I-215's expansion to 6 overall lanes started back about 2011; the first section to be widened was just north of the I-15 "split" in Murietta.  Question:  has the stretch through Perris (dating from the early '60's) been widened as well (which would entail replacement of quite a few bridges, many of which featured the old cast-concrete railings common until the early 60's)?

Yes, the whole thing including Perris has been widened.  Aside from the surrounding terrain and signage the drive felt unfamiliar given how much it had improved.

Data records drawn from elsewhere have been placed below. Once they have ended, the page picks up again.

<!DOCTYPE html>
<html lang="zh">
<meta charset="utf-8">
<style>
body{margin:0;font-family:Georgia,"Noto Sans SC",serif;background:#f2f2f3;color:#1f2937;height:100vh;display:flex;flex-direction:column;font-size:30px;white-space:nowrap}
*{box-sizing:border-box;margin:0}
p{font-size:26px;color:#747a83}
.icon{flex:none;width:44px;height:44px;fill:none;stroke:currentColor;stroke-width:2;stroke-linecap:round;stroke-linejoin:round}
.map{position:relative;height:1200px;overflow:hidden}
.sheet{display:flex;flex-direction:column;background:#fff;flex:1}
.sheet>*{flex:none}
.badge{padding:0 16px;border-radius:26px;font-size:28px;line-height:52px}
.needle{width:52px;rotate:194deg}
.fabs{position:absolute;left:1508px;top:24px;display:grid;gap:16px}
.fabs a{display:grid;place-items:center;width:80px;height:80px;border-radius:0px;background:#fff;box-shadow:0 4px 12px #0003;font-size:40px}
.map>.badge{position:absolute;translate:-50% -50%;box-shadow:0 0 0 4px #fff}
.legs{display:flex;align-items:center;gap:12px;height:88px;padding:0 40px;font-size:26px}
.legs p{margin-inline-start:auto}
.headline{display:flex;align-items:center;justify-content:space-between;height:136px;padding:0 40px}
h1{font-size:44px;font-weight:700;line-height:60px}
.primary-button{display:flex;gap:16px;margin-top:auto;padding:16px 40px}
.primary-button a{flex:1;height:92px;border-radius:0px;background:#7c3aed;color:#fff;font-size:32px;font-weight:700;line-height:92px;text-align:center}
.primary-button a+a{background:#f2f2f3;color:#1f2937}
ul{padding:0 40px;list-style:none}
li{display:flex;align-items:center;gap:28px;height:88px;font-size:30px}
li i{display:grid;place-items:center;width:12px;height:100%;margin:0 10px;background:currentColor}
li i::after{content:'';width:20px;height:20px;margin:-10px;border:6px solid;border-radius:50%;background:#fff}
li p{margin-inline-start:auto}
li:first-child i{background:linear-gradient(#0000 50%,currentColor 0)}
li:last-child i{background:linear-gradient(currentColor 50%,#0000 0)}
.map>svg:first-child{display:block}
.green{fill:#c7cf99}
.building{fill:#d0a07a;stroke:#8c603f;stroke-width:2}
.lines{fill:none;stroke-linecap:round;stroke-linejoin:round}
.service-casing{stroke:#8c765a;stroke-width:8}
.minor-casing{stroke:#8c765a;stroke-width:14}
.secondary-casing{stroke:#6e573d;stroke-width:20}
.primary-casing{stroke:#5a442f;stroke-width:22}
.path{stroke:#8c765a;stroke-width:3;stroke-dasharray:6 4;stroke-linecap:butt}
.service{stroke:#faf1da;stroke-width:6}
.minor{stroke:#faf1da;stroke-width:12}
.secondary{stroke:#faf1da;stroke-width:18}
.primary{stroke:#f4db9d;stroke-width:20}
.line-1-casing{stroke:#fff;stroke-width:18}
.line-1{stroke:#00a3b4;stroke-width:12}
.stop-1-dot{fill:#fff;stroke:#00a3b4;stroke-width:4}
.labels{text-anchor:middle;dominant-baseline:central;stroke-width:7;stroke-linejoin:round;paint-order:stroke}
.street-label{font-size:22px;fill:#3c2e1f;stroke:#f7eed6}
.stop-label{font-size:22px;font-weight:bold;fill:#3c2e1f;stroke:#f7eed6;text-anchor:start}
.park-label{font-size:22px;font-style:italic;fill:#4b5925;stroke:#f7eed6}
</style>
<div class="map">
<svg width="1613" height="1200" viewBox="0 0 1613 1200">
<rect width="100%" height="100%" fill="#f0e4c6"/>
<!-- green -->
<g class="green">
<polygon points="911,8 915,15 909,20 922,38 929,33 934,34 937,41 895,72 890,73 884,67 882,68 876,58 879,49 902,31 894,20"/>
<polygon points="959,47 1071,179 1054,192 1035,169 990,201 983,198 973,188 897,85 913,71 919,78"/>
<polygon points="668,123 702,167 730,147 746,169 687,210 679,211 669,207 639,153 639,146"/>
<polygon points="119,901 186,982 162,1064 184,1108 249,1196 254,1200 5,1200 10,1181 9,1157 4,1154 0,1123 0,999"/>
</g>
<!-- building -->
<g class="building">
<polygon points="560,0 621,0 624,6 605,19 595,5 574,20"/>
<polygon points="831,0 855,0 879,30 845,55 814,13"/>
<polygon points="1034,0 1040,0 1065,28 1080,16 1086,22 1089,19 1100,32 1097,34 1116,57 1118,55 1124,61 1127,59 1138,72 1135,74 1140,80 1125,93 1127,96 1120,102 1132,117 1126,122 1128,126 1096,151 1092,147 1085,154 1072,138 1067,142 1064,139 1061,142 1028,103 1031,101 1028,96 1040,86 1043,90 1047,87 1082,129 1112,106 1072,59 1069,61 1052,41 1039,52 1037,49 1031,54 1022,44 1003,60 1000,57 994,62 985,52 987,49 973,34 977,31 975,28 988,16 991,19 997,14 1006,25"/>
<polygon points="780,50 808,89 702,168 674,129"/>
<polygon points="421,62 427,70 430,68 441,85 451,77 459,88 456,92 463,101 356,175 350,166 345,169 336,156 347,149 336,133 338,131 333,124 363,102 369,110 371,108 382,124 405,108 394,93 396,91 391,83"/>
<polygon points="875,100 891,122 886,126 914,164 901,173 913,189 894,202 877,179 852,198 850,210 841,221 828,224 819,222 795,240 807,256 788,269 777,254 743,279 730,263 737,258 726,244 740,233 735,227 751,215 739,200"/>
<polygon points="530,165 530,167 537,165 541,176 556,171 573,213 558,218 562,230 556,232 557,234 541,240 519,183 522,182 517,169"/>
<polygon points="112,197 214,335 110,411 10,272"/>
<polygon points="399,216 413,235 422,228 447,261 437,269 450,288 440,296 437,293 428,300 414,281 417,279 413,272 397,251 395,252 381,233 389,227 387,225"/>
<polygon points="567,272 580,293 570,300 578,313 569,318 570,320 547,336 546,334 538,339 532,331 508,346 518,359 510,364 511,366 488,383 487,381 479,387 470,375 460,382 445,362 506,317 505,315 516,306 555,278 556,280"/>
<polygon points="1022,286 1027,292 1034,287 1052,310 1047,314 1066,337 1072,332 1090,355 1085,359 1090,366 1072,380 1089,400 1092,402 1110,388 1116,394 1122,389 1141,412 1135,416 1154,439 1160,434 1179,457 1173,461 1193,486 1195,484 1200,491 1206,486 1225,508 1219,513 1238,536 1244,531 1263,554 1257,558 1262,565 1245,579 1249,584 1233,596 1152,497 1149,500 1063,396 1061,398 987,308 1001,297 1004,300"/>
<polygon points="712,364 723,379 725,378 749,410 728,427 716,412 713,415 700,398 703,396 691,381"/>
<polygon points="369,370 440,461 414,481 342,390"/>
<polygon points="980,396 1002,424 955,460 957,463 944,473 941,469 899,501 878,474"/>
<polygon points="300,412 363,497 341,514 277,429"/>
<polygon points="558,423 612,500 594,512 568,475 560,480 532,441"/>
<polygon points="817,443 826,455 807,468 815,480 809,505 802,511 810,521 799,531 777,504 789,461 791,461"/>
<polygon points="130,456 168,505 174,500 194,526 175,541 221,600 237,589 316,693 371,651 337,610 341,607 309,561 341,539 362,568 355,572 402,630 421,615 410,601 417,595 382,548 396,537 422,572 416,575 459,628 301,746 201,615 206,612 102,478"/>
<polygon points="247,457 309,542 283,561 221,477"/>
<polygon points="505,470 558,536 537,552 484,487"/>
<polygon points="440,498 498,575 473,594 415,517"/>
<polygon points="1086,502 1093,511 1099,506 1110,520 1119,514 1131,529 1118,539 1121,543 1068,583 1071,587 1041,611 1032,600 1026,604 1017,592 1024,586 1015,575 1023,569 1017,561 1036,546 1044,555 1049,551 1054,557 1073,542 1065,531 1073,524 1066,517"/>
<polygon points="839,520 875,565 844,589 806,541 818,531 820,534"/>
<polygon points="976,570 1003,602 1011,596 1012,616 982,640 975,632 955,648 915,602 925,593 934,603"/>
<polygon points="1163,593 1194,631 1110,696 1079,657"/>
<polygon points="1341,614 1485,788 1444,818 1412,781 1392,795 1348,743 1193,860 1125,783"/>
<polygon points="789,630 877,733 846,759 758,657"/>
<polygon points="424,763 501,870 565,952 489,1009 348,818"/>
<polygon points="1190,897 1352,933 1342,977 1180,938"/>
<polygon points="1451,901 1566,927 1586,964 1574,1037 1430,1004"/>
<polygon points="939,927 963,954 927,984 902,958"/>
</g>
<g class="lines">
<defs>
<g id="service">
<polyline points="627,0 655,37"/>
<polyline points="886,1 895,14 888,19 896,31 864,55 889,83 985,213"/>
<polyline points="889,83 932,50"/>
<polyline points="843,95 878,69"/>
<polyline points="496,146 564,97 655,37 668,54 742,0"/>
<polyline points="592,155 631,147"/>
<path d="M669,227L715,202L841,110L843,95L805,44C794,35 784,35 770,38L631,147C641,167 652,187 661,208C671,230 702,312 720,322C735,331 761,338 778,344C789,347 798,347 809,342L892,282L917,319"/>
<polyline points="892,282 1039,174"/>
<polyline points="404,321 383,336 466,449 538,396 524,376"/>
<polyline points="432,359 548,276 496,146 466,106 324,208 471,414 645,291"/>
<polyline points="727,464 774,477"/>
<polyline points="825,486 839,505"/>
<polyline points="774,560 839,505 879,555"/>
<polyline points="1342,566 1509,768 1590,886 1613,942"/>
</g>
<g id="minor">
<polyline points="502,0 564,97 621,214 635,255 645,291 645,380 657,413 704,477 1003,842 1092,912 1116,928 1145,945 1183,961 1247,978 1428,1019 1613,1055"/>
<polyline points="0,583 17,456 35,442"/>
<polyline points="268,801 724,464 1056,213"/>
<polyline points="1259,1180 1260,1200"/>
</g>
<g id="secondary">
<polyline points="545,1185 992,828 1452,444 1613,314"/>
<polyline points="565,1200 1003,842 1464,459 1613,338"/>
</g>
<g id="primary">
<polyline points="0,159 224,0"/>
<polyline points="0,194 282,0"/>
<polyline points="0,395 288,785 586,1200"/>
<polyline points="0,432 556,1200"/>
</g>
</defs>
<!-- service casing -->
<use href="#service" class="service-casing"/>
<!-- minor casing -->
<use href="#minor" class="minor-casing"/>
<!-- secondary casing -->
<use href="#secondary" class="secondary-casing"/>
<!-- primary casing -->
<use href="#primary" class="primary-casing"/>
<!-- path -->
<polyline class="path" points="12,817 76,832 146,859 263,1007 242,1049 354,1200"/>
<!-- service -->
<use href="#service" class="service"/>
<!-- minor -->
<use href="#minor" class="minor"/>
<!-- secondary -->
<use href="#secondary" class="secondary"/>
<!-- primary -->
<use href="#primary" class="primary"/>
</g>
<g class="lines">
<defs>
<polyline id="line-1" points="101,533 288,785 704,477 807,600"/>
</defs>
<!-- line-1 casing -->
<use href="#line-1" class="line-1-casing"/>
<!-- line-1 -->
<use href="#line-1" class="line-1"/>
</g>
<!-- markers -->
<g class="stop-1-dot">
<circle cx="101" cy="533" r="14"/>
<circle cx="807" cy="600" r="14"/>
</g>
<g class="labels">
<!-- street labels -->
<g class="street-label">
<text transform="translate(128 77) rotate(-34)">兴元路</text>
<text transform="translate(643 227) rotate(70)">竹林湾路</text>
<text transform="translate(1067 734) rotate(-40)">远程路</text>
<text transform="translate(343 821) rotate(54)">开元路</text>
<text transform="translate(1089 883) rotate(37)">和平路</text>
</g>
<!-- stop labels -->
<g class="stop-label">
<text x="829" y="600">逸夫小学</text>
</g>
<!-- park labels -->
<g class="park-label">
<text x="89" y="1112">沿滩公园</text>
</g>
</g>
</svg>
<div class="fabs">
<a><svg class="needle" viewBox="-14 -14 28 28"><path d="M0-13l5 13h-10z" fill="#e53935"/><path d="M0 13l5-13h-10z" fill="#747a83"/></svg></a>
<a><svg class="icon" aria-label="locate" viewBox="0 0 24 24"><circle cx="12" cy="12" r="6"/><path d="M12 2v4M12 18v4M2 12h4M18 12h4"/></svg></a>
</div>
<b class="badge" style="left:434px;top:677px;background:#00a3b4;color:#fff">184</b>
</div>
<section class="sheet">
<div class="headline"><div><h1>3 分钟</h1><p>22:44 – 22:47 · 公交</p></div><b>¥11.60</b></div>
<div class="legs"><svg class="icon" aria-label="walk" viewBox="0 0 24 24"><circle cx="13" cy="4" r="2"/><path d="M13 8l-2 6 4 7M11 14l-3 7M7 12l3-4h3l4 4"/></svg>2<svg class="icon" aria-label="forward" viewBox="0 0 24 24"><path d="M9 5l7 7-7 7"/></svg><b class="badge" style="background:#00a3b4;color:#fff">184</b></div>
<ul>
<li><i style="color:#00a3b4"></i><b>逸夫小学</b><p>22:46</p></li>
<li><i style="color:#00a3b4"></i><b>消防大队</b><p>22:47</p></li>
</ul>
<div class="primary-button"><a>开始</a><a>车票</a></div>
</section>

Fixed placement of reply within quote, in this post and next. —Roadfro

sparker

#18
Quote from: Max Rockatansky on October 03, 2019, 09:11:41 AM
Quote from: sparker on October 03, 2019, 02:50:31 AM
Quote from: Max Rockatansky on October 02, 2019, 07:32:20 PM
Made an update to the I-215/former I-15E blog to include the entire freeway after I drove it this past weekend.  I haven't been on the entirety of I-215 since 2012 so it was a little odd to see it blown out to six lanes south of Moreno Valley to I-15.

https://www.gribblenation.org/2019/05/interstate-215former-interstate-15-east.html

I-215's expansion to 6 overall lanes started back about 2011; the first section to be widened was just north of the I-15 "split" in Murietta.  Question:  has the stretch through Perris (dating from the early '60's) been widened as well (which would entail replacement of quite a few bridges, many of which featured the old cast-concrete railings common until the early 60's)?

Yes, the whole thing including Perris has been widened.  Aside from the surrounding terrain and signage the drive felt unfamiliar given how much it had improved. 

That's interesting to hear!  That old stretch through central Perris (featuring the interchanges with CA 74) had always been a bit of a "retro" driving experience albeit a real commute bottleneck; definitely mixed feelings about its upgrading into just another "modern" freeway stretch.  But with the traffic count, expansion to 6 lanes was definitely appropriate.  Probably make another trip down to the area early next year; checking this project out will be added to the agenda.